WORK INSTRUCTIONS:
Exact copy, pictures excluded: write out every line below.

DATASET EXCERPTS:
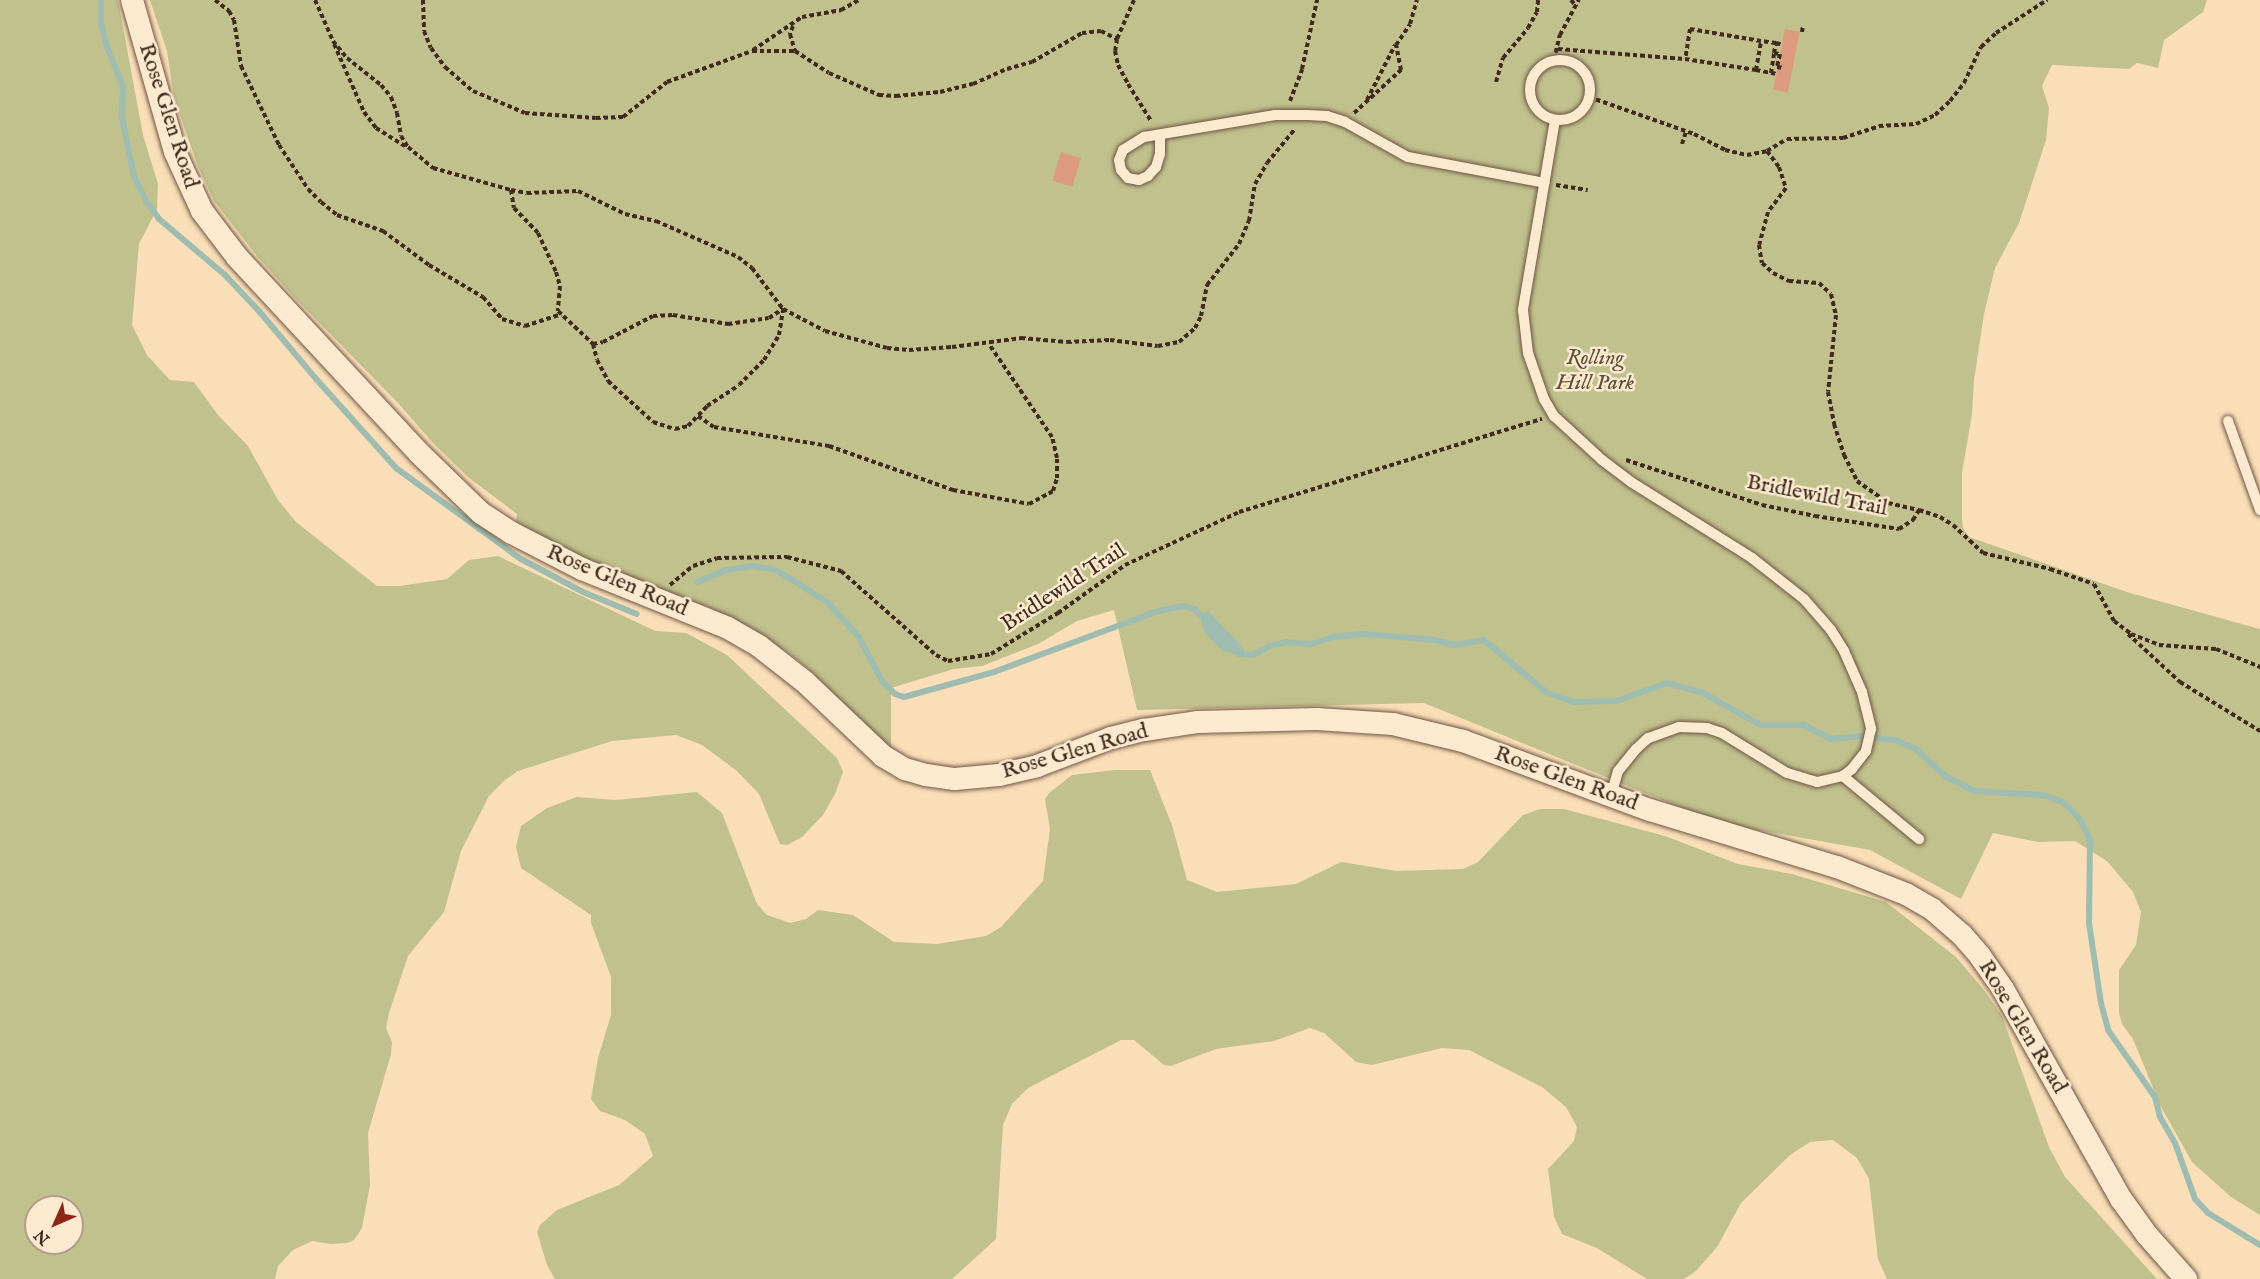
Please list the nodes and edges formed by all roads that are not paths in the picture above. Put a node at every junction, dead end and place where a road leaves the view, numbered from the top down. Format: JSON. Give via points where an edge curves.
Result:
{"nodes":[{"id":1,"x":132,"y":0,"type":"edge"},
{"id":2,"x":1555,"y":120,"type":"junction"},
{"id":3,"x":1160,"y":135,"type":"junction"},
{"id":4,"x":1545,"y":183,"type":"junction"},
{"id":5,"x":2228,"y":421,"type":"dead end"},
{"id":6,"x":2260,"y":510,"type":"edge"},
{"id":7,"x":1843,"y":776,"type":"junction"},
{"id":8,"x":1611,"y":795,"type":"junction"},
{"id":9,"x":1919,"y":839,"type":"dead end"},
{"id":10,"x":2186,"y":1279,"type":"edge"}],
"edges":[{"from":1,"to":8,"type":"street","name":"Rose Glen Road","via":[[163,116],[187,184],[202,211],[237,257],[419,453],[481,513],[542,550],[728,628],[759,646],[883,756],[905,769],[955,778],[999,775],[1144,730],[1198,722],[1348,720],[1393,724],[1463,741]]},
{"from":2,"to":2,"type":"lane","via":[[1573,117],[1589,97],[1590,87],[1582,69],[1574,63],[1554,60],[1536,70],[1530,90],[1537,110]]},
{"from":2,"to":4,"type":"lane"},
{"from":3,"to":3,"type":"lane","via":[[1155,167],[1148,176],[1128,178],[1119,160],[1123,150],[1144,137]]},
{"from":3,"to":4,"type":"lane","via":[[1282,115],[1327,116],[1408,157]]},
{"from":4,"to":7,"type":"lane","via":[[1523,321],[1534,378],[1554,416],[1602,460],[1752,558],[1804,599],[1831,630],[1862,692],[1871,729],[1866,751]]},
{"from":5,"to":6,"type":"lane"},
{"from":7,"to":8,"type":"lane","via":[[1817,782],[1803,780],[1722,733],[1679,727],[1663,731],[1636,749],[1618,771]]},
{"from":7,"to":9,"type":"lane"},
{"from":8,"to":10,"type":"street","name":"Rose Glen Road","via":[[1876,880],[1932,909],[1974,948],[2003,989],[2115,1190],[2147,1235]]}]}
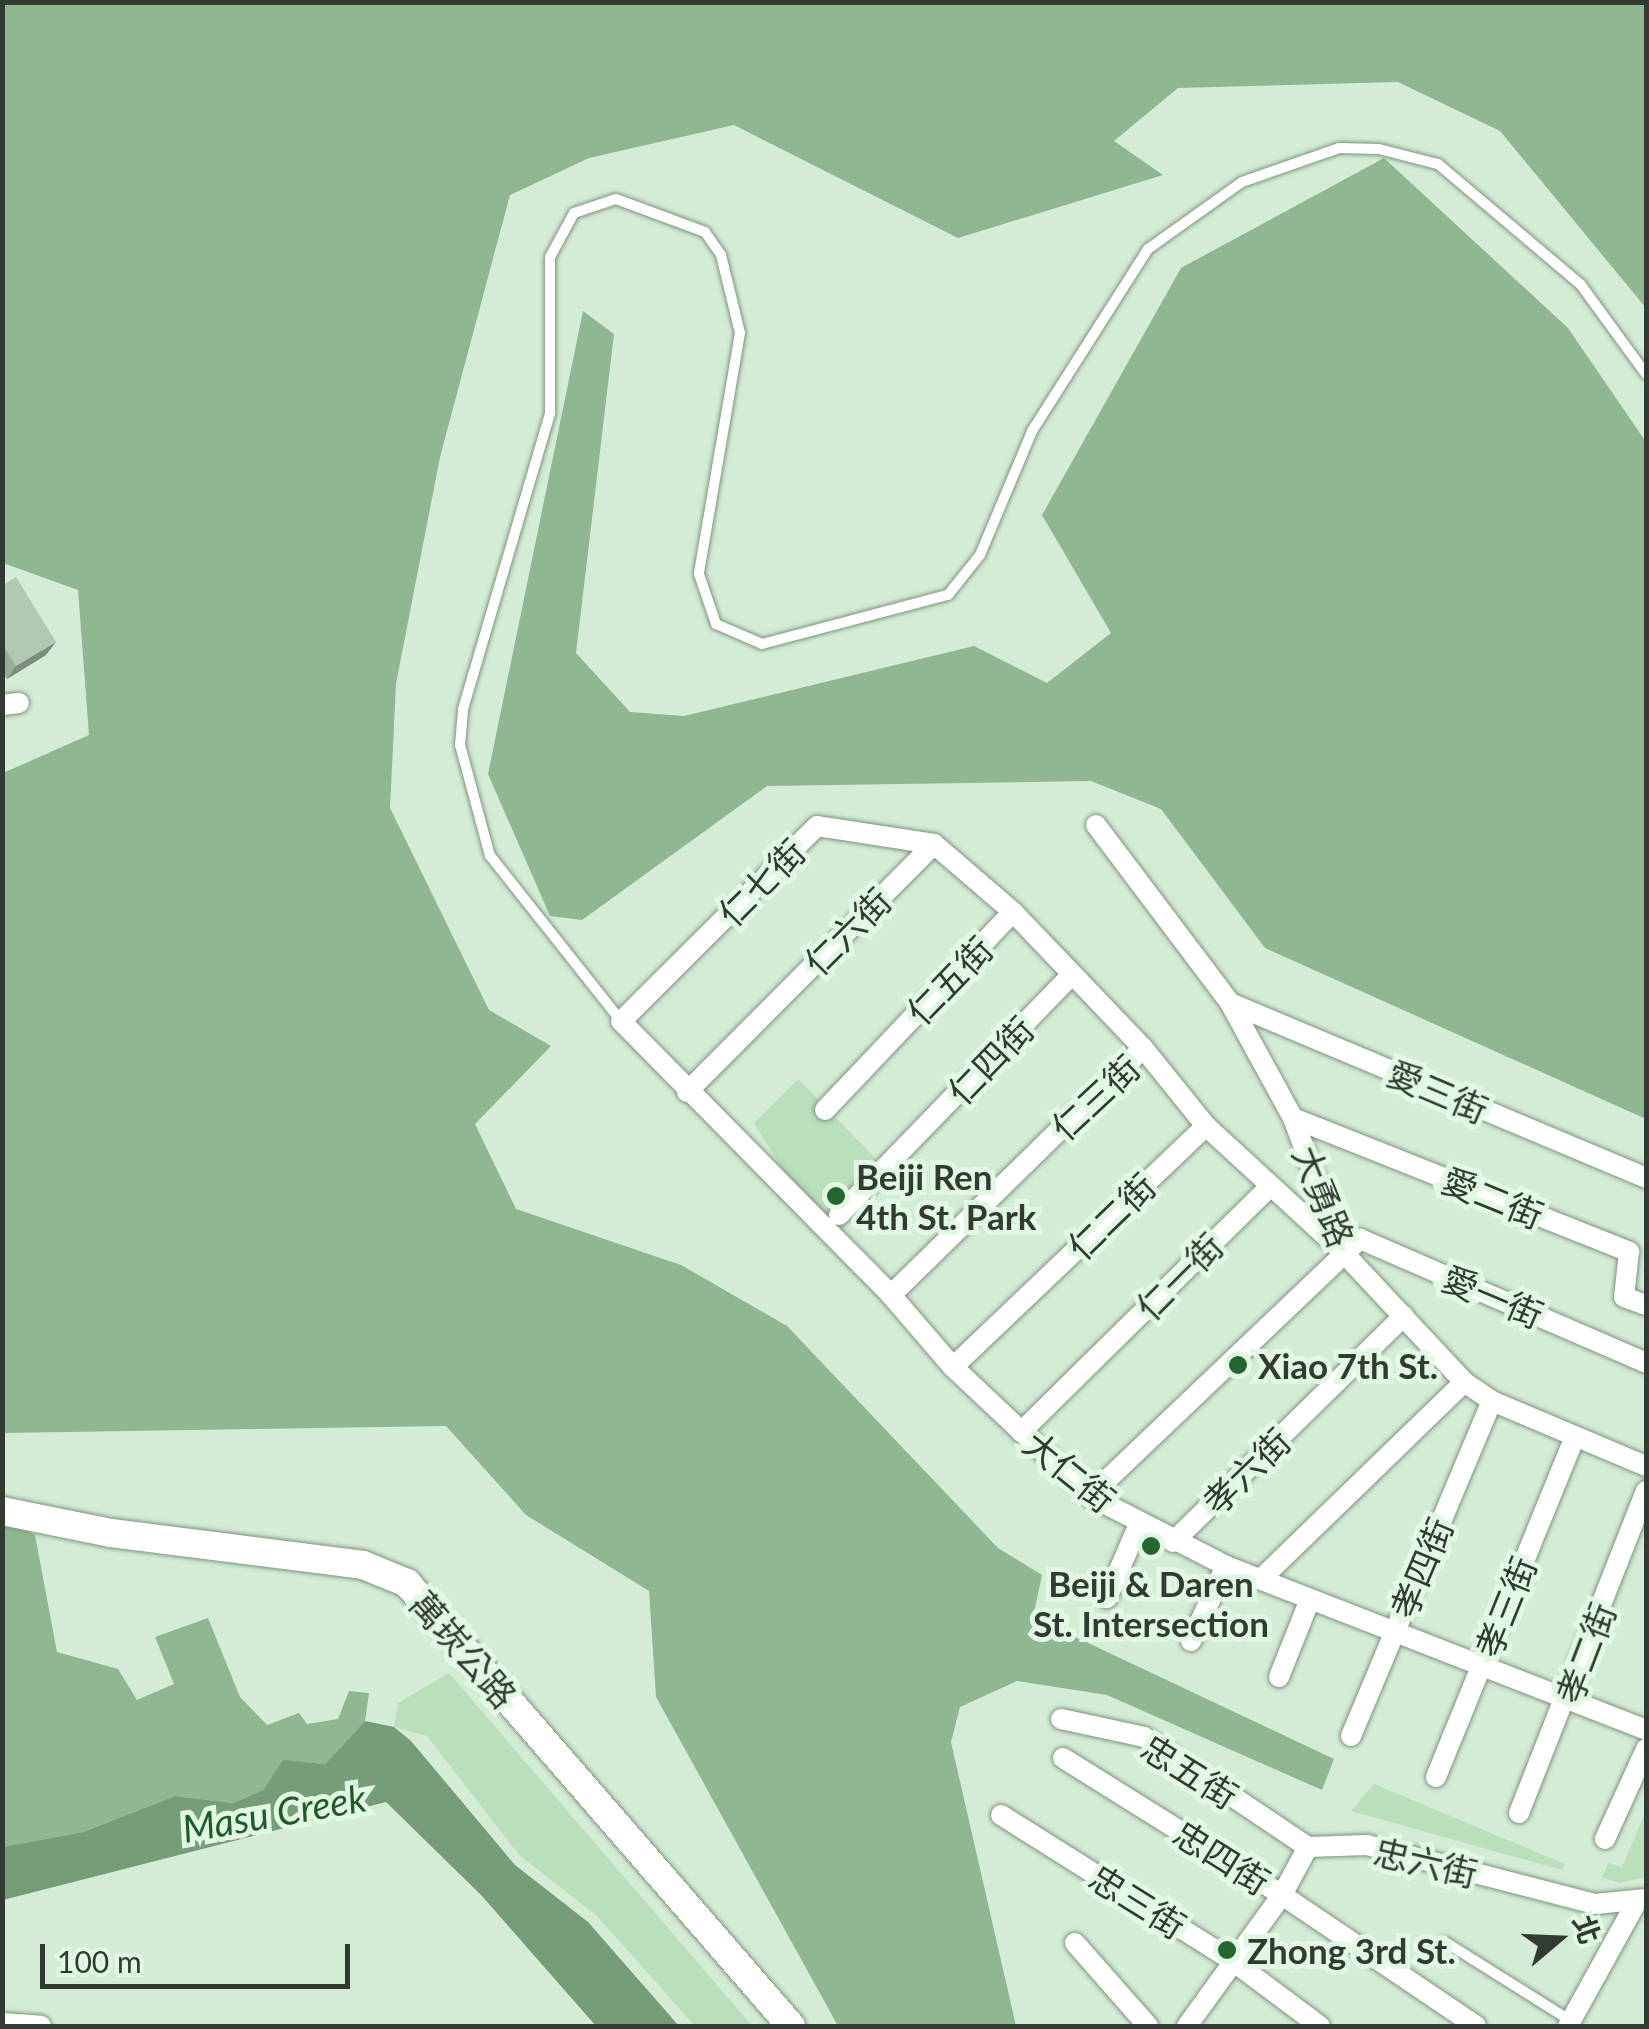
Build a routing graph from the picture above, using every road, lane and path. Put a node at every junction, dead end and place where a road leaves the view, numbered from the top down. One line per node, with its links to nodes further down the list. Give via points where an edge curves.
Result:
1 (1646, 374): 7 (lane, via 1581,285 1438,164 1378,149 1340,148 1242,182 1148,250 1032,432 980,556 948,595 762,644 716,624 698,574 740,333 721,255 706,232 616,199 574,213 550,257 550,413 463,709 460,745 490,856)
2 (1096, 825): 6 (street, 大勇路)
3 (934, 844): 4 (street); 7 (street, 仁七街, via 816,826); 9 (street, 仁六街)
4 (1013, 912): 5 (street, 仁五街); 10 (street, 仁五街)
5 (1070, 977): 8 (street); 15 (street, 仁四街)
6 (1230, 1003): 11 (street, 大勇路); 13 (street, 愛三街)
7 (622, 1021): 9 (street, 大仁街)
8 (1143, 1048): 12 (street, 仁三街); 17 (street, 仁三街)
9 (687, 1092): 17 (street, 大仁街)
10 (825, 1110)
11 (1292, 1118): 16 (street, 大勇路); 18 (street, 愛二街, via 1630,1252 1624,1298)
12 (1206, 1126): 14 (street); 21 (street, 仁二街)
13 (1646, 1178)
14 (1268, 1188): 16 (street); 24 (street, 仁一街)
15 (839, 1216)
16 (1342, 1251): 19 (street, 大勇路); 20 (street, 愛一街, via 1360,1239); 28 (street)
17 (891, 1295): 21 (street, 大仁街)
18 (1646, 1305)
19 (1404, 1316): 22 (street, 大勇路); 31 (street, 孝六街)
20 (1646, 1362)
21 (953, 1368): 24 (street, 大仁街)
22 (1464, 1382): 23 (street, 大勇路); 33 (street)
23 (1492, 1401): 25 (street, 大勇路); 36 (street, 孝四街)
24 (1020, 1432): 28 (street, 大仁街)
25 (1575, 1436): 26 (street, 大勇路); 38 (street, 孝三街)
26 (1646, 1466)
27 (1646, 1491): 40 (street, 孝二街)
28 (1090, 1496): 30 (street, 大仁街)
29 (2, 1511): 59 (street, 萬崁公路, via 111,1533 363,1565 407,1583)
30 (1139, 1524): 31 (street, 大仁街); 34 (street)
31 (1174, 1542): 32 (street, 大仁街)
32 (1226, 1566): 33 (street, 大仁街); 37 (street, 孝六街)
33 (1261, 1578): 35 (street, 大仁街)
34 (1107, 1598)
35 (1310, 1600): 36 (street, 大仁街); 39 (street)
36 (1395, 1630): 38 (street, 大仁街); 43 (street, 孝四街)
37 (1191, 1640)
38 (1481, 1664): 40 (street, 大仁街); 46 (street, 孝三街)
39 (1278, 1677)
40 (1568, 1702): 42 (street, 大仁街); 47 (street, 孝二街)
41 (1061, 1719): 50 (street, 忠五街, via 1144,1737)
42 (1646, 1730)
43 (1350, 1736)
44 (1646, 1749): 49 (street)
45 (1063, 1758): 51 (street, 忠四街)
46 (1436, 1777)
47 (1519, 1813)
48 (1001, 1814): 55 (street, 忠三街)
49 (1605, 1839)
50 (1308, 1848): 51 (street); 52 (street, 忠六街, via 1367,1845 1595,1904)
51 (1282, 1894): 55 (street); 63 (street, 忠四街)
52 (1642, 1900): 57 (street)
53 (1445, 1942): 57 (lane)
54 (1076, 1943): 60 (street)
55 (1230, 1959): 61 (street); 62 (street, 忠三街)
56 (2, 2024): 58 (street)
57 (1569, 2024)
58 (41, 2026)
59 (791, 2026)
60 (1148, 2026)
61 (1187, 2026)
62 (1320, 2026)
63 (1476, 2026)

RESPONSE TO THIS EXERCISE:
Please list the nodes and edges formed by all roads that are not paths in the picture above. Put a node at every junction, dead end and place where a road leaves the view, numbered from the top down. Format: JSON. Give via points where an edge curves.
Result:
{"nodes":[{"id":1,"x":132,"y":0,"type":"edge"},
{"id":2,"x":1555,"y":120,"type":"junction"},
{"id":3,"x":1160,"y":135,"type":"junction"},
{"id":4,"x":1545,"y":183,"type":"junction"},
{"id":5,"x":2228,"y":421,"type":"dead end"},
{"id":6,"x":2260,"y":510,"type":"edge"},
{"id":7,"x":1843,"y":776,"type":"junction"},
{"id":8,"x":1611,"y":795,"type":"junction"},
{"id":9,"x":1919,"y":839,"type":"dead end"},
{"id":10,"x":2186,"y":1279,"type":"edge"}],
"edges":[{"from":1,"to":8,"type":"street","name":"Rose Glen Road","via":[[163,116],[187,184],[202,211],[237,257],[419,453],[481,513],[542,550],[728,628],[759,646],[883,756],[905,769],[955,778],[999,775],[1144,730],[1198,722],[1348,720],[1393,724],[1463,741]]},
{"from":2,"to":2,"type":"lane","via":[[1573,117],[1589,97],[1590,87],[1582,69],[1574,63],[1554,60],[1536,70],[1530,90],[1537,110]]},
{"from":2,"to":4,"type":"lane"},
{"from":3,"to":3,"type":"lane","via":[[1155,167],[1148,176],[1128,178],[1119,160],[1123,150],[1144,137]]},
{"from":3,"to":4,"type":"lane","via":[[1282,115],[1327,116],[1408,157]]},
{"from":4,"to":7,"type":"lane","via":[[1523,321],[1534,378],[1554,416],[1602,460],[1752,558],[1804,599],[1831,630],[1862,692],[1871,729],[1866,751]]},
{"from":5,"to":6,"type":"lane"},
{"from":7,"to":8,"type":"lane","via":[[1817,782],[1803,780],[1722,733],[1679,727],[1663,731],[1636,749],[1618,771]]},
{"from":7,"to":9,"type":"lane"},
{"from":8,"to":10,"type":"street","name":"Rose Glen Road","via":[[1876,880],[1932,909],[1974,948],[2003,989],[2115,1190],[2147,1235]]}]}
Build a routing graph from the picture above, using every road, lane and path. Put a node at every junction, dead end and place where a road leaves the view, numbered from the top down. One line per node, with its links to nodes further down the list. Give via points where an edge curves.
Result:
1 (1646, 374): 7 (lane, via 1581,285 1438,164 1378,149 1340,148 1242,182 1148,250 1032,432 980,556 948,595 762,644 716,624 698,574 740,333 721,255 706,232 616,199 574,213 550,257 550,413 463,709 460,745 490,856)
2 (1096, 825): 6 (street, 大勇路)
3 (934, 844): 4 (street); 7 (street, 仁七街, via 816,826); 9 (street, 仁六街)
4 (1013, 912): 5 (street, 仁五街); 10 (street, 仁五街)
5 (1070, 977): 8 (street); 15 (street, 仁四街)
6 (1230, 1003): 11 (street, 大勇路); 13 (street, 愛三街)
7 (622, 1021): 9 (street, 大仁街)
8 (1143, 1048): 12 (street, 仁三街); 17 (street, 仁三街)
9 (687, 1092): 17 (street, 大仁街)
10 (825, 1110)
11 (1292, 1118): 16 (street, 大勇路); 18 (street, 愛二街, via 1630,1252 1624,1298)
12 (1206, 1126): 14 (street); 21 (street, 仁二街)
13 (1646, 1178)
14 (1268, 1188): 16 (street); 24 (street, 仁一街)
15 (839, 1216)
16 (1342, 1251): 19 (street, 大勇路); 20 (street, 愛一街, via 1360,1239); 28 (street)
17 (891, 1295): 21 (street, 大仁街)
18 (1646, 1305)
19 (1404, 1316): 22 (street, 大勇路); 31 (street, 孝六街)
20 (1646, 1362)
21 (953, 1368): 24 (street, 大仁街)
22 (1464, 1382): 23 (street, 大勇路); 33 (street)
23 (1492, 1401): 25 (street, 大勇路); 36 (street, 孝四街)
24 (1020, 1432): 28 (street, 大仁街)
25 (1575, 1436): 26 (street, 大勇路); 38 (street, 孝三街)
26 (1646, 1466)
27 (1646, 1491): 40 (street, 孝二街)
28 (1090, 1496): 30 (street, 大仁街)
29 (2, 1511): 59 (street, 萬崁公路, via 111,1533 363,1565 407,1583)
30 (1139, 1524): 31 (street, 大仁街); 34 (street)
31 (1174, 1542): 32 (street, 大仁街)
32 (1226, 1566): 33 (street, 大仁街); 37 (street, 孝六街)
33 (1261, 1578): 35 (street, 大仁街)
34 (1107, 1598)
35 (1310, 1600): 36 (street, 大仁街); 39 (street)
36 (1395, 1630): 38 (street, 大仁街); 43 (street, 孝四街)
37 (1191, 1640)
38 (1481, 1664): 40 (street, 大仁街); 46 (street, 孝三街)
39 (1278, 1677)
40 (1568, 1702): 42 (street, 大仁街); 47 (street, 孝二街)
41 (1061, 1719): 50 (street, 忠五街, via 1144,1737)
42 (1646, 1730)
43 (1350, 1736)
44 (1646, 1749): 49 (street)
45 (1063, 1758): 51 (street, 忠四街)
46 (1436, 1777)
47 (1519, 1813)
48 (1001, 1814): 55 (street, 忠三街)
49 (1605, 1839)
50 (1308, 1848): 51 (street); 52 (street, 忠六街, via 1367,1845 1595,1904)
51 (1282, 1894): 55 (street); 63 (street, 忠四街)
52 (1642, 1900): 57 (street)
53 (1445, 1942): 57 (lane)
54 (1076, 1943): 60 (street)
55 (1230, 1959): 61 (street); 62 (street, 忠三街)
56 (2, 2024): 58 (street)
57 (1569, 2024)
58 (41, 2026)
59 (791, 2026)
60 (1148, 2026)
61 (1187, 2026)
62 (1320, 2026)
63 (1476, 2026)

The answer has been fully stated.